Caía la noche del domingo 13 de abril, cuando los familiares del nobel peruano informaron, a través de un comunicado, que el escritor falleció a los 89 años, en Lima, rodeado de su familia y en paz.
Murió en abril, como César Vallejo, el Inca Garcilaso de la Vega, Octavio Paz y Gabriel García Márquez, con quién trazó una línea de amor y odio. En redes sociales, sus hijos: Álvaro, Gonzalo y Morgana Vargas Llosa, subrayaron que el escritor tuvo existencia «larga, múltiple y fructífera».

La presidenta de La República, Dina Boluarte -en la cuenta de X, del Gobierno del Perú- lamentó profundamente el fallecimiento de Mario Vargas Llosa, expresando que «su genio intelectual y su vastísima obra permanecerán como legado imperecedero para las futuras generaciones».
Mario Vargas Llosa: su legado inmortal a la literatura
Vargas Llosa es autor de novelas y ensayos que exploran la condición humana y la realidad política y social de América Latina. Sus genialidades La ciudad y los perros (1963), Conversación en La Catedral (1969) y La fiesta del chivo (2000), son consideradas algunas de las más importantes de la literatura peruana y latinoamericana. Su estilo narrativo innovador y su capacidad para abordar temas complejos han sido ampliamente reconocidos. «¿En qué momento se jodió el Perú?», escribió, como dilema, en Conversación en La Catedral.

Mario Vargas Llosa y la política
Cabe destacar que no solo desarrolló el perfil de escritor, sino también el de político. Y ya que la mandataria, hace unos días, convocó a elecciones generales, ¿sabías que Mario Vargas Llosa tentó la presidencia de La República?
Fue en las elecciones de 1990 que, representando a la coalición Frente Democrático (FREDEMO), compitió con Alberto Fujimori. Perdió las generales y el autor de La guerra del fin del mundo, no dudó en contar su frustración y sospechas de corrupción en el proceso electoral en su libro autobiográfico El pez en el agua. ¿Se imaginan a Vargas Llosa como presidente del Perú? ¿Tendríamos el país que ahora tenemos?

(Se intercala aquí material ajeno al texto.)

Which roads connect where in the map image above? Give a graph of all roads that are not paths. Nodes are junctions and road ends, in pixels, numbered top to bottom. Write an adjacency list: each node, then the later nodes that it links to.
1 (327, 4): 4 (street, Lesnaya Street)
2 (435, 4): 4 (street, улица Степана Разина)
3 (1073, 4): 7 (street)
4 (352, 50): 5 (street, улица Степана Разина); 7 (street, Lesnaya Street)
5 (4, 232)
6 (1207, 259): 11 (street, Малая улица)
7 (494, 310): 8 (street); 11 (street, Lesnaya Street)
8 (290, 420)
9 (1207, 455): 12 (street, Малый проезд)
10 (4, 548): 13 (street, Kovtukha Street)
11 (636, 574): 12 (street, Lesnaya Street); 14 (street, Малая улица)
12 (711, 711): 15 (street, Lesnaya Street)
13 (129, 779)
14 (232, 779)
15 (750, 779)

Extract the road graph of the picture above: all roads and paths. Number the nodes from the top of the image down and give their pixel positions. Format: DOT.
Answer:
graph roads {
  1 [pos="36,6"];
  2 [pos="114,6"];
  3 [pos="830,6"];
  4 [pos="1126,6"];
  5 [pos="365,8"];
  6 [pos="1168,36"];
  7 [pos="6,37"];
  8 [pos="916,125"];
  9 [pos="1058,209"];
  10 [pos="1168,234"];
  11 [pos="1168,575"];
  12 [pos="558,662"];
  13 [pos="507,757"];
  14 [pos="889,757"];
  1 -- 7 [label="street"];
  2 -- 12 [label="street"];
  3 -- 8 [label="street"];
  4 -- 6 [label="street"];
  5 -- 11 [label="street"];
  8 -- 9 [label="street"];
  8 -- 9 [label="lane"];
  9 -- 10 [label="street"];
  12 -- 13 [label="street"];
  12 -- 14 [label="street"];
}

Su pensamiento político se centró en la defensa de la democracia, la libertad individual y la economía de mercado. Fue un crítico abierto de los regímenes autoritarios y abogó por la transparencia y la rendición de cuentas en el gobierno. Pedro Castillo, lo miró con amargura.
El legado de Mario Vargas Llosa es multifacético: como escritor, influyó en generaciones de literatos latinoamericanos; como pensador político, al debate sobre la democracia y la libertad en la región. Su premio nobel es un reconocimiento a su contribución a la literatura y su compromiso con los valores democráticos.